What is healthy eating? I think it depends on whom you ask. Healthy eating, to me, is choosing and eating healthier food choices most of the time, while still having room for some treats. Healthy eating isn’t meant to be strict. If it were overly strict, we would have a hard to adhering to such a rigid regimen. Multiple studies have shown that dieters following a calorie restricted diet were more likely to quit compared with those who weren’t. A 2009 study found that women had the highest drop-out rate, with 30% dropping out after only 6 months.

portion sizes

  1. You have to starve yourself to lose weight.

Weight loss has long been thought to be a product of eating less and moving more. Times have changed, and so has the science. The concept map for weight loss looks like London’s Tube map gone haywire; that is, it is a mix of links and connections between various components of the body’s physiology, such as hormones and the brain’s neurotransmitters. But, the myth of eating less to the point of significant calorie reduction continues. Science has found that while initial calorie reduction does result in weight loss in the short-term, the sustainability of it is extremely poor (Reference found here). Since these calorie-restricted diets are usually a significant change to one’s usual diet or eating pattern, they are difficult to stick to in the long run (see #1). I often ask patients what one thing they’d be willing to do differently in their diet, be it, eating more vegetables, eating lunch, having more fibre at breakfast, etc. Start with a small, more manageable change to your eating, and you’ll likely be more successful.


  1. You must drink 8 glasses of water a day.

Water drinking is a contentious issue. The notion that we must drink 8 glasses of water a day is a rough estimate at best. Water intake is highly individual and is dependent on what you are doing throughout the day, including exercise. But, I think it makes more sense to talk about fluids versus water. All of our day’s fluids don’t need to be consumed as water. While water is a zero-calorie, healthy fluid needed for the proper functioning of our body, there are other fluids that can be included, such as coffee, tea (without all the extra add-ons like cream, syrups, etc.), milk (dairy or non-dairy), carbonated waters or seltzers, and even soups (less so the canned varieties). We generally recommend approximately 9 cups a day (2.2L) for women and men should aim for about 12 cups/day (3L). Dehydration can occur before you realize it and experience symptoms.
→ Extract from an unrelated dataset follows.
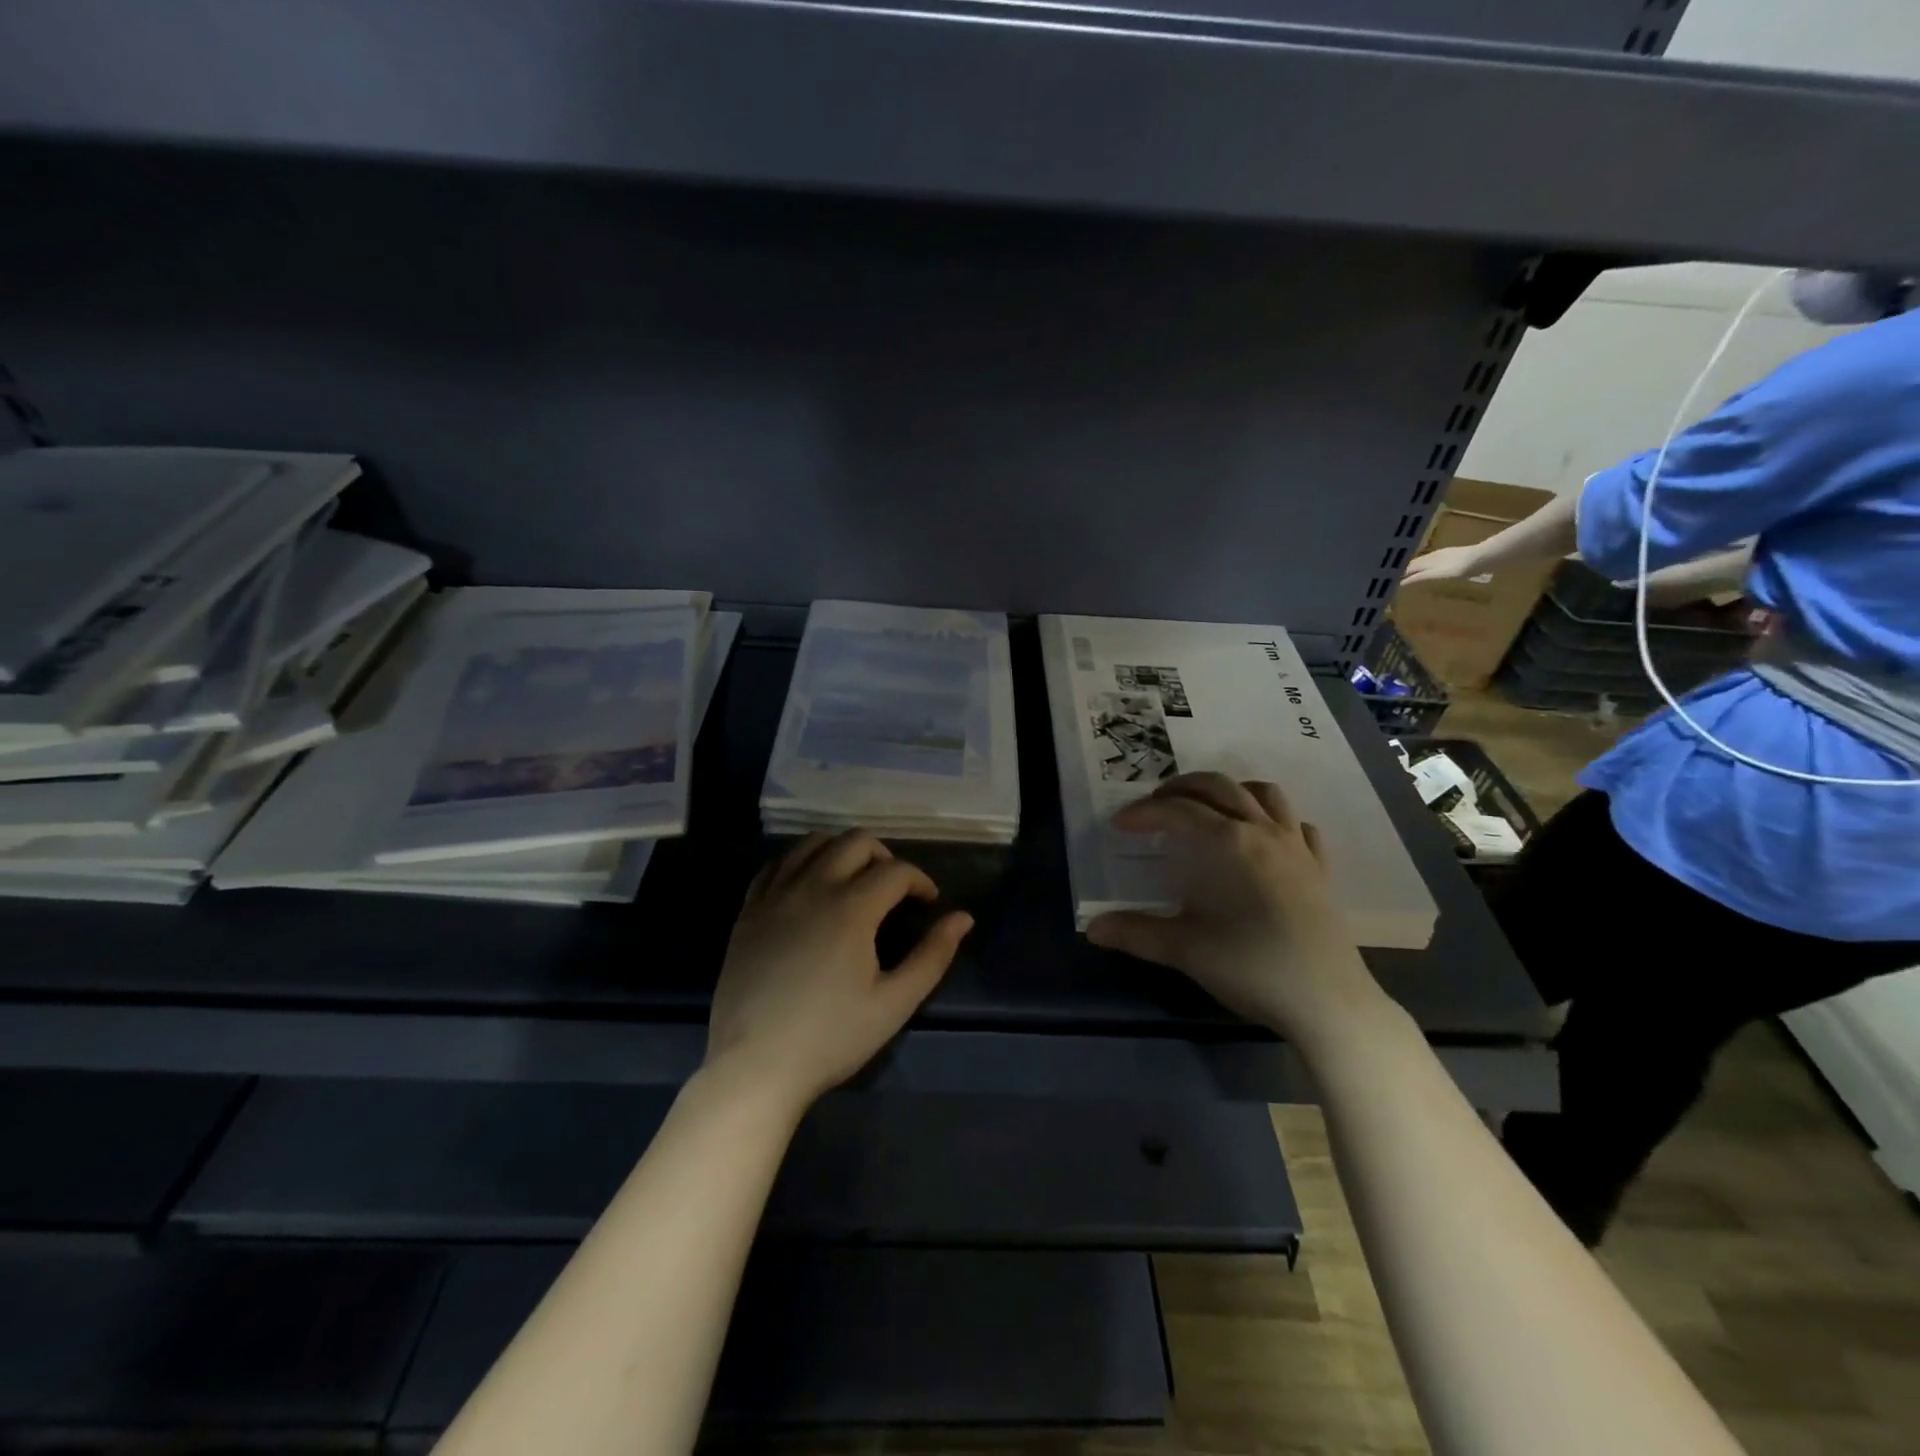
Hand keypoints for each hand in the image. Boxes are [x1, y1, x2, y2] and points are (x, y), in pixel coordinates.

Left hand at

This becomes more pronounced as we age, when our thirst sensation decreases. If you are pregnant, breastfeeding, or have kidney disease, for example, your fluid needs will need to be adjusted. Overall, keep fluids available throughout the day, including them with meals, with exercise or whenever you can.




Dietitians of Canada. (2009). Guidelines for Drinking Fluids to Stay Hydrated.

Greenberg, I. et al. (2009). Adherence and Success in Long-Term Weight Loss Diets: The Dietary Intervention Randomized Controlled Trial (DIRECT). Journal of the American College of Nutrition. 28(2): 159-168.

Jeffery, R. (2000). Long-term maintenance of weight loss: Current status. Health Psychology. 19(1 suppl): 5-16.